Etwa 600 Starts wurden an den zwei Tagen bei den Springwettbewerben und im Dressurviereck absolviert. „200, 300 mehr hätten es durchaus sein dürfen, aber es gab gleichzeitig Turniere in Diersfordt und Rheurdt“, meinte Beyer, die allerdings auch positiv feststellte: „In den Dressurwettbewerben sind wirklich fast alle, die gemeldet hatten, auch gekommen“.

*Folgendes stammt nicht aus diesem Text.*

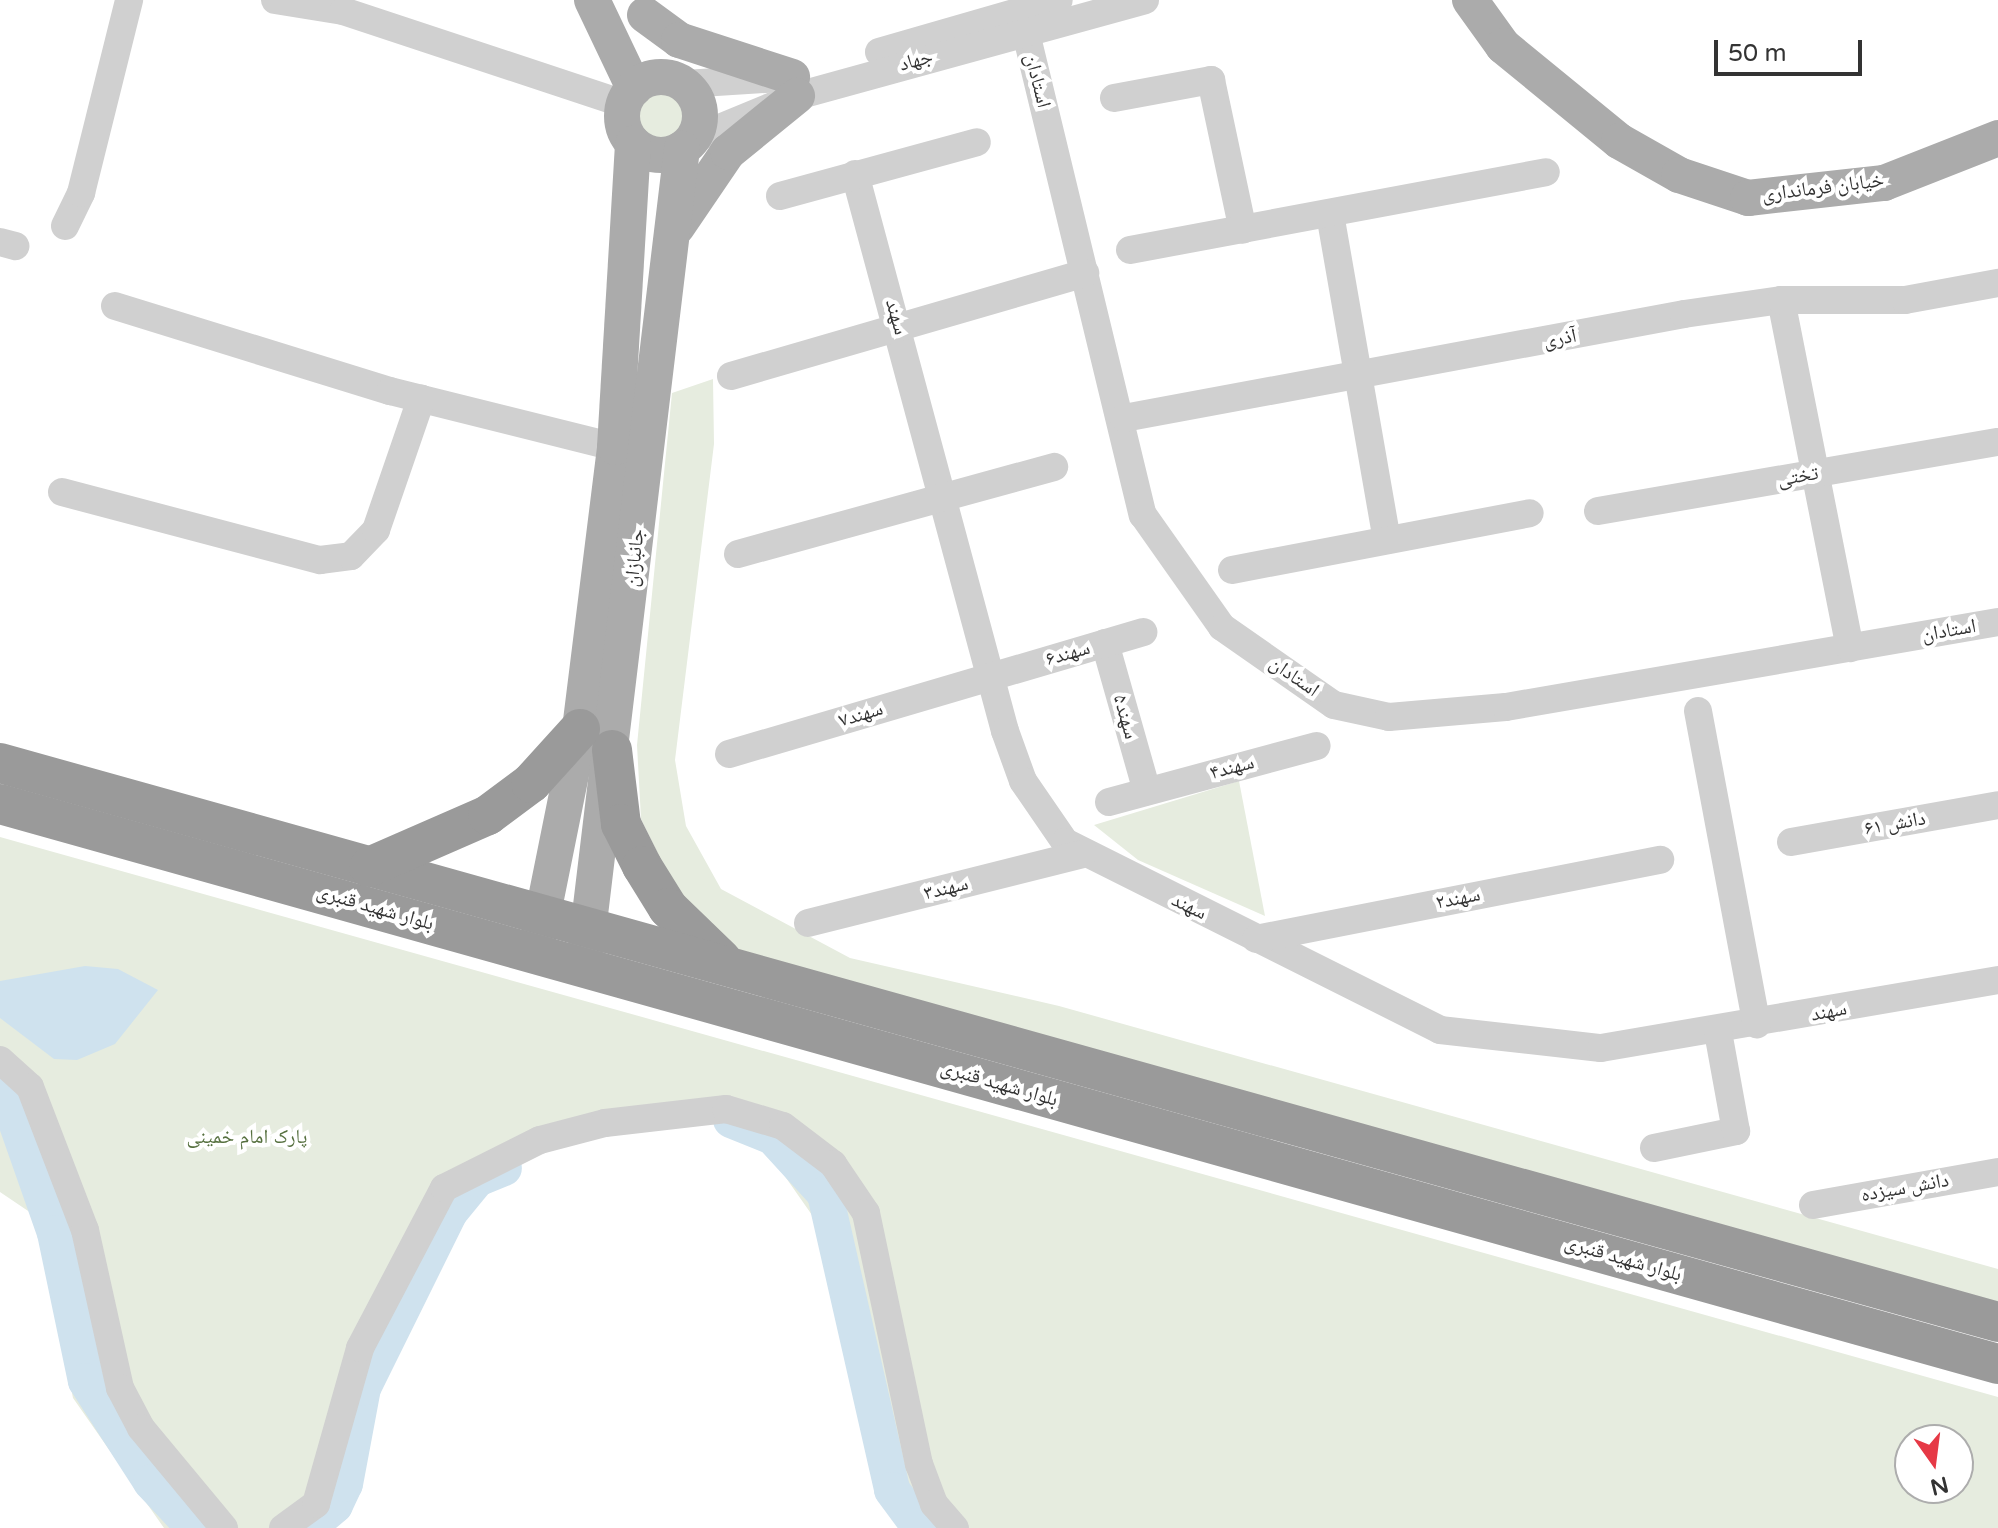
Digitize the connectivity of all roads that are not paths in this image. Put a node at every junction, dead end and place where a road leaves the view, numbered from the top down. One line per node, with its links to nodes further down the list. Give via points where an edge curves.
1 (129, 0): 21 (street, via 81,193)
2 (275, 0): 11 (street, via 343,11)
3 (592, 0): 11 (main road)
4 (1059, 0): 8 (street, جهاد)
5 (1145, 0): 8 (street, جهاد)
6 (1470, 0): 13 (main road, خیابان فرمانداری, via 1503,46 1619,141 1679,175 1748,198 1884,183)
7 (642, 7): 9 (main road); 10 (main road, via 679,40)
8 (1020, 15): 10 (street, جهاد); 25 (street, استادان)
9 (678, 81): 10 (street, جهاد); 11 (main road); 16 (main road, via 700,110)
10 (794, 86): 16 (street, جهاد); 23 (main road, via 728,152)
11 (629, 96): 15 (main road)
12 (1114, 98): 22 (street, via 1211,80)
13 (1998, 138)
14 (977, 142): 18 (street)
15 (633, 144): 16 (main road, via 662,155); 35 (main road, جانبازان)
16 (687, 144): 23 (main road, جانبازان)
17 (1546, 172): 20 (street)
18 (855, 174): 19 (street); 29 (street, سهند)
19 (780, 196)
20 (1330, 214): 22 (street); 30 (street)
21 (65, 226)
22 (1243, 230): 24 (street)
23 (666, 246): 51 (main road, جانبازان, via 620,703)
24 (1130, 250)
25 (1085, 273): 29 (street); 33 (street, استادان)
26 (1998, 283): 27 (street, آذری, via 1905,300)
27 (1781, 300): 30 (street, آذری); 37 (street)
28 (115, 306): 32 (street)
29 (899, 326): 31 (street); 39 (street, سهند)
30 (1362, 375): 33 (street, آذری); 42 (street)
31 (731, 376)
32 (421, 399): 35 (street); 38 (street, via 376,530 351,556 320,560)
33 (1124, 418): 48 (street, استادان, via 1143,515 1222,627 1334,705 1389,717 1433,716)
34 (1998, 442): 37 (street, تختی)
35 (615, 447): 51 (main road, جانبازان)
36 (1054, 467): 39 (street)
37 (1815, 474): 40 (street, تختی); 48 (street)
38 (62, 492)
39 (946, 497): 43 (street); 49 (street, سهند)
40 (1598, 511)
41 (1530, 513): 42 (street)
42 (1387, 540): 44 (street)
43 (738, 554)
44 (1232, 570)
45 (1998, 622): 48 (street, استادان)
46 (1143, 632): 47 (street, سهند۶)
47 (1105, 643): 49 (street, سهند۶); 55 (street, سهند۵)
48 (1850, 648)
49 (992, 676): 53 (street, سهند۷); 60 (street, سهند, via 1023,781 1065,842)
50 (1698, 711): 71 (street)
51 (592, 725): 62 (highway, via 488,815); 63 (main road); 65 (main road, جانبازان); 68 (highway, via 621,824 642,866 668,908)
52 (1317, 746): 55 (street, سهند۴)
53 (729, 754)
54 (0, 763): 62 (highway, بلوار شهید قنبری)
55 (1147, 791): 56 (street, سهند۴)
56 (1109, 802)
57 (0, 804): 67 (highway, بلوار شهید قنبری)
58 (1998, 805): 59 (street, دانش ۶۱)
59 (1791, 842)
60 (1083, 854): 64 (street, سهند۳); 66 (street, سهند)
61 (1660, 860): 66 (street, سهند۲)
62 (369, 867): 63 (highway, بلوار شهید قنبری)
63 (543, 914): 65 (highway, بلوار شهید قنبری); 67 (main road)
64 (808, 923)
65 (591, 926): 68 (highway, بلوار شهید قنبری); 69 (main road, جانبازان)
66 (1256, 939): 72 (street, سهند, via 1440,1030 1601,1048)
67 (535, 953): 69 (highway, بلوار شهید قنبری)
68 (724, 961): 75 (highway, بلوار شهید قنبری)
69 (583, 965): 78 (highway, بلوار شهید قنبری)
70 (1998, 980): 71 (street, سهند)
71 (1757, 1025): 72 (street, سهند)
72 (1718, 1032): 74 (street, via 1736,1131)
73 (0, 1060): 81 (street, via 30,1087 85,1230 120,1388 141,1428)
74 (1654, 1148)
75 (1442, 1168): 78 (highway); 79 (highway, بلوار شهید قنبری)
76 (1998, 1172): 77 (street, دانش سیزده)
77 (1813, 1205)
78 (1431, 1206): 80 (highway, بلوار شهید قنبری)
79 (1998, 1322)
80 (1998, 1364)
81 (224, 1528)
82 (283, 1528): 83 (street, via 316,1504 360,1348 444,1188 540,1140 605,1123 715,1109 783,1126 833,1164 866,1213 919,1464 934,1504)
83 (955, 1528)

Das sportliche Highlight aus Sicht des Veranstalters setzte Fiona Gooßen, die in der Dressurprüfung Klasse E auf Dark Dynamite gewann (7,20). „Aus den eigenen Reihen konnten wir diesmal nicht so viele Starter melden, zum einen müssen natürlich viele helfen, zum anderen sind aber auch einige Pferde verletzt oder noch nicht so weit“, erklärte die Geschäftsführerin.

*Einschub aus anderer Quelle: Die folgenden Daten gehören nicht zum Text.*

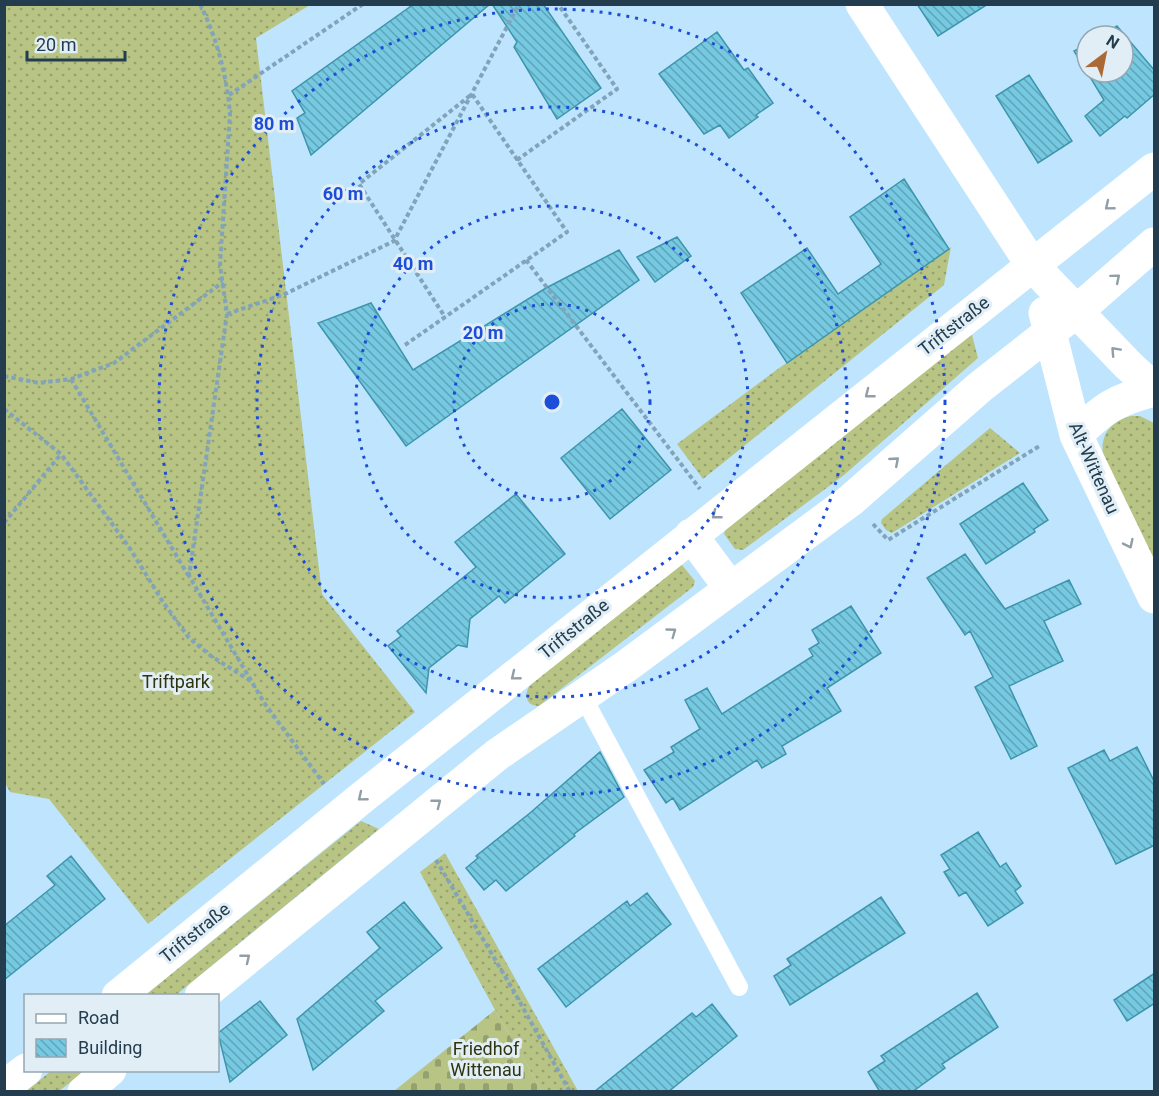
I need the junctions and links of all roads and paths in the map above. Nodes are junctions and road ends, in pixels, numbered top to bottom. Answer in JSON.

Erneut seine Klasse zeigte Rouven Reymer vom RFV Praest, der in der Springprüfung der Klasse A* mit Baron B. siegte (0.00/46.92) und Zweiter in der Punktespringprüfung Klasse A** (42.00/46.67) wurde. Über erste Plätze freuten sich auch Victoria Theresia Joosten auf Ruby Canuby im Reiter-WB Schritt-Trab-Galopp (7,00) und Henriette Joosten auf Harry Carabas im Springreiter WB (6,40), beide vom RFV St. Georg Haldern.

Zwei zweite Plätze für Stefanie Mölder

Ihre Vereinskameradin Stefanie Mölder erreichte auf Anaica in der Springprüfung Klasse A** (0.00/44.67) und in der Stilspringprüfung Klasse L (7,30) jeweils zweite Plätze. Zudem gab’s Platz vier in der Springpferdeprüfung Klasse L. „Damit bin ich sehr zufrieden“, freute sich die Haldernerin über ihr Abschneiden. „Der Parcours war auch richtig angenehm zu reiten, da viel Sand auf dem Rasen aufgetragen worden war und der Boden dadurch nicht mehr so uneben und hart war“, stellte Mölder fest. „Wir überlegen derzeit generell von Rasen auf Sand umzusteigen“, ergänzte dazu Viktoria Beyer. „Dann könnte man den Platz auch ganzjährig nutzen. Das ist aber natürlich vor allem eine Frage der Kosten“.